For all European consultants, education is a high priority. "Most people using the term 'hedge fund' are referring to high-risk investments," says Dan Allen of Wilshire in Amsterdam. "But some are high risk, others are pretty low risk. The first step is to understand the definitions." However, Wilshire, with a largely Nordic and Dutch client base, has not seen much concrete interest in investing in such funds, with the exception of a few large financial institutions.
Ken Ayers of the Frank Russell Company agrees. "On both sides of the Atlantic clients are asking more questions." However, he adds, "There is not a great deal of evidence that our European clients are investing in any significant degree. We are inclined to think that it is more that managers want to keep abreast of developments."
Ayers continues: "When they raise the subject we try to answer their questions. But while we feel obligated to provide answers, there are other areas that are more rewarding of research. We tend to concentrate on those. We are not sure that hedge funds represent the best use of resources" "There is pressure on research re-sources as it is," seconds Sally Bridgeland, head of investment research at Bacon & Woodrow in London. "it will take a lot of pressure from clients to start to look into something new."
The lack of transparency in the hedge fund marketplace is off-putting for many consultants. Hedge fund managers do not always provide the level of documentation offered by managers of traditional investment vehicles, which means that it is difficult to research one company, let alone make market comparisons. In addition, because many managers change investment strategies frequently to maximise returns under varying market conditions, it is difficult to make longer-term analyses of style or performance.
These same factors make investment consultants reluctant to recommend most hedge funds as appropriate investment options for their pension fund clients. "It is difficult to control hedge fund managers. You cannot be sure that they are running the strategy that they have offered," says Ecofin's Wessling. "You need a lot of time to control hedge fund managers and a lot of know-how about the markets. The value-added is too small for it to make sense at the moment." Although investment consultants are wary of hedge funds at the present time, they do represent an area of investment with good potential for their clients -- and a potential business boom for the consultants themselves. As Allen points out, "The room for superior manager selection is greater with hedge funds than with traditional investments." Therefore, they represent an area in which consultants can provide a definite added-value service.

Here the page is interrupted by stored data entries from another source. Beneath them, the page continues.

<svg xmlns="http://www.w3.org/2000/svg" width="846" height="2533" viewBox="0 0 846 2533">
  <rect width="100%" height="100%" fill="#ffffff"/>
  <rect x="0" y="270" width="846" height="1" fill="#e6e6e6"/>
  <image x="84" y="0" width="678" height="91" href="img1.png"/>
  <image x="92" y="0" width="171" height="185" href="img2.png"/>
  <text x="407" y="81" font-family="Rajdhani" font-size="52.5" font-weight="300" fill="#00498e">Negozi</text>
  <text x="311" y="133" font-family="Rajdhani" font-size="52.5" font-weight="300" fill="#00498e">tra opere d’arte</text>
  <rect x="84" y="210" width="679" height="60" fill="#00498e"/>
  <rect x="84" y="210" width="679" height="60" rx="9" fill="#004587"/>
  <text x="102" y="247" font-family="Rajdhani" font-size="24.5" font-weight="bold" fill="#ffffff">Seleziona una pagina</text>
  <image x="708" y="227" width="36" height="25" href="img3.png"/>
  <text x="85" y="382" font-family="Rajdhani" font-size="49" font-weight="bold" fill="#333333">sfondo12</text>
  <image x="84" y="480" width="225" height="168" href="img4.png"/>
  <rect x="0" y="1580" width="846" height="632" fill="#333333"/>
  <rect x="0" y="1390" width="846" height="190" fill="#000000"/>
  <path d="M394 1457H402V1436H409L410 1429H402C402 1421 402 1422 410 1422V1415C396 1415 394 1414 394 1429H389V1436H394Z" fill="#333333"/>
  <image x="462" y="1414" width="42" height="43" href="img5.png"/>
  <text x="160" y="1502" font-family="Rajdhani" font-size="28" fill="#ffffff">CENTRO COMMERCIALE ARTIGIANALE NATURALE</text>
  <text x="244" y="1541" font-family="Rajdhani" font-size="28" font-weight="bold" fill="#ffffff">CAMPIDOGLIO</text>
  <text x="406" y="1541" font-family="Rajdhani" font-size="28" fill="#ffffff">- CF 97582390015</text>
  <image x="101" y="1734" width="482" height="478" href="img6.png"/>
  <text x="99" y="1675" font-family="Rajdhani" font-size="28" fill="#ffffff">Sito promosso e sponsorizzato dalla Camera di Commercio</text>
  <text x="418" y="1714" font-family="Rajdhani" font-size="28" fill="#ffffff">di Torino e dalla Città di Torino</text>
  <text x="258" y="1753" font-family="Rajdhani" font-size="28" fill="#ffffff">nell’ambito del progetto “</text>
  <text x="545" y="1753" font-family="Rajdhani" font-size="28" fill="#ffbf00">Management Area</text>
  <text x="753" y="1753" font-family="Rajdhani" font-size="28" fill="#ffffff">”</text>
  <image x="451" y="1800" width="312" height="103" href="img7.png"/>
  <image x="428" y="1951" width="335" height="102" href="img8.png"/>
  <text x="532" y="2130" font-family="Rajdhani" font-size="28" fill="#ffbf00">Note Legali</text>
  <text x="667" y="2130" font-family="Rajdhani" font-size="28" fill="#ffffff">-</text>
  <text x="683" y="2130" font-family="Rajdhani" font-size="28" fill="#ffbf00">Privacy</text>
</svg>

So what do hedge fund managers have to do to convince investment consultants to make a research commitment to hedge funds and eventually recommend them to their clients? In the UK a working partyof the Institute of Actuaries is preparing a research paper, due in May, looking at the risk profiles of hedge funds. Bridgeland is involved in this working party and has been giving the issue a great deal of thought.
"If hedge funds could be developed to guarantee real rates of return, they would be very attractive to pension funds. They would need to have something underpinning their returns based on inflation-resistant gilts, for example," she says. "In addition, the managers have to begin to present information in the way that we are used to looking at it." These means, in part, greater transparency as well as comparable long-term statistics.
The fund-of-funds approach also has potential, "There are so many funds out there that either a consultant of a fund-of-funds is necessary," says Allen. "Most pension funds do not have the resources otherwise."
Those funds that offer market-neutral strategies receive the most positive reception from investment consultants.
"There are some market-neutral strategies where there may be scope if you can identify managers who offer that strategy and you can feel confident that they will remain with that strategy," says Ayers.
However, above all, the investment infrastructure has to be sorted out. As yet there are no agreed benchmarks for hedge funds, an admittedly tricky area since the funds that fall under this rubric vary greatly. In addition they represent a grey area from a regulatory standpoint. In Switzerland, for example, Wessling pointed out that it is not clear whether or not pension funds are allowed to invest in hedge funds. Even in the US, where hedge fund investment is more established, some of the underlying portfolios could cause ERISA problems, points out Ayers."